When you respond, restate each record exactly as it is given.

Dataset entries
>>

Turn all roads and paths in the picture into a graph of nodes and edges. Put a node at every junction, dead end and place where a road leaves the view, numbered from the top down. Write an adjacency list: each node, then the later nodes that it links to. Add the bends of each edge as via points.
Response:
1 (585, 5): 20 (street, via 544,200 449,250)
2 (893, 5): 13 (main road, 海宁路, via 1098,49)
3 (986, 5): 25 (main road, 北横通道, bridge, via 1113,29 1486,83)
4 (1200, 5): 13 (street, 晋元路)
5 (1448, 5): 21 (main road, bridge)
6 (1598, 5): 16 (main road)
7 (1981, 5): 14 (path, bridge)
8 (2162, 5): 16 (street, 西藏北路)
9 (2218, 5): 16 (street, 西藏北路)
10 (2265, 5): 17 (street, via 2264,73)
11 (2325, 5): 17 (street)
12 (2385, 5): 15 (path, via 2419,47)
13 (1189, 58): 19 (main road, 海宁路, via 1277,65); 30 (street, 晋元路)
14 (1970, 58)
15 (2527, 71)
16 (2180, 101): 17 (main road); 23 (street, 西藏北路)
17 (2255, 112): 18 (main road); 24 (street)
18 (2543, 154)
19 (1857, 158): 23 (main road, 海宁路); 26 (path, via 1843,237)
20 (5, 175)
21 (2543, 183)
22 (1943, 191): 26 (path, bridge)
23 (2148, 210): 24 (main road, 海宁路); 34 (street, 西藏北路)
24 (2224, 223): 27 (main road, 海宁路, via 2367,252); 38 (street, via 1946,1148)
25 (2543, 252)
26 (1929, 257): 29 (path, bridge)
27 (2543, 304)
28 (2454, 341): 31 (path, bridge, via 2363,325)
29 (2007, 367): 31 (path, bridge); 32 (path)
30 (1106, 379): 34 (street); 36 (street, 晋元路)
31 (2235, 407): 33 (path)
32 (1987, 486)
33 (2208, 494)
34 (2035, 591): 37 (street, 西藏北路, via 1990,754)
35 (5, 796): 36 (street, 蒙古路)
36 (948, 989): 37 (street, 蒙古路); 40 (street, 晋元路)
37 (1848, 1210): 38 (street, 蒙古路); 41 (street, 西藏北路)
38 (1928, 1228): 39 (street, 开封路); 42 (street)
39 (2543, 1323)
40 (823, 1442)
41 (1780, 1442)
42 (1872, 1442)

<<

**Written solution**
Turn all roads and paths in the picture into a graph of nodes and edges. Put a node at every junction, dead end and place where a road leaves the view, numbered from the top down. Write an adjacency list: each node, then the later nodes that it links to. Add the bends of each edge as via points.
Response:
1 (585, 5): 20 (street, via 544,200 449,250)
2 (893, 5): 13 (main road, 海宁路, via 1098,49)
3 (986, 5): 25 (main road, 北横通道, bridge, via 1113,29 1486,83)
4 (1200, 5): 13 (street, 晋元路)
5 (1448, 5): 21 (main road, bridge)
6 (1598, 5): 16 (main road)
7 (1981, 5): 14 (path, bridge)
8 (2162, 5): 16 (street, 西藏北路)
9 (2218, 5): 16 (street, 西藏北路)
10 (2265, 5): 17 (street, via 2264,73)
11 (2325, 5): 17 (street)
12 (2385, 5): 15 (path, via 2419,47)
13 (1189, 58): 19 (main road, 海宁路, via 1277,65); 30 (street, 晋元路)
14 (1970, 58)
15 (2527, 71)
16 (2180, 101): 17 (main road); 23 (street, 西藏北路)
17 (2255, 112): 18 (main road); 24 (street)
18 (2543, 154)
19 (1857, 158): 23 (main road, 海宁路); 26 (path, via 1843,237)
20 (5, 175)
21 (2543, 183)
22 (1943, 191): 26 (path, bridge)
23 (2148, 210): 24 (main road, 海宁路); 34 (street, 西藏北路)
24 (2224, 223): 27 (main road, 海宁路, via 2367,252); 38 (street, via 1946,1148)
25 (2543, 252)
26 (1929, 257): 29 (path, bridge)
27 (2543, 304)
28 (2454, 341): 31 (path, bridge, via 2363,325)
29 (2007, 367): 31 (path, bridge); 32 (path)
30 (1106, 379): 34 (street); 36 (street, 晋元路)
31 (2235, 407): 33 (path)
32 (1987, 486)
33 (2208, 494)
34 (2035, 591): 37 (street, 西藏北路, via 1990,754)
35 (5, 796): 36 (street, 蒙古路)
36 (948, 989): 37 (street, 蒙古路); 40 (street, 晋元路)
37 (1848, 1210): 38 (street, 蒙古路); 41 (street, 西藏北路)
38 (1928, 1228): 39 (street, 开封路); 42 (street)
39 (2543, 1323)
40 (823, 1442)
41 (1780, 1442)
42 (1872, 1442)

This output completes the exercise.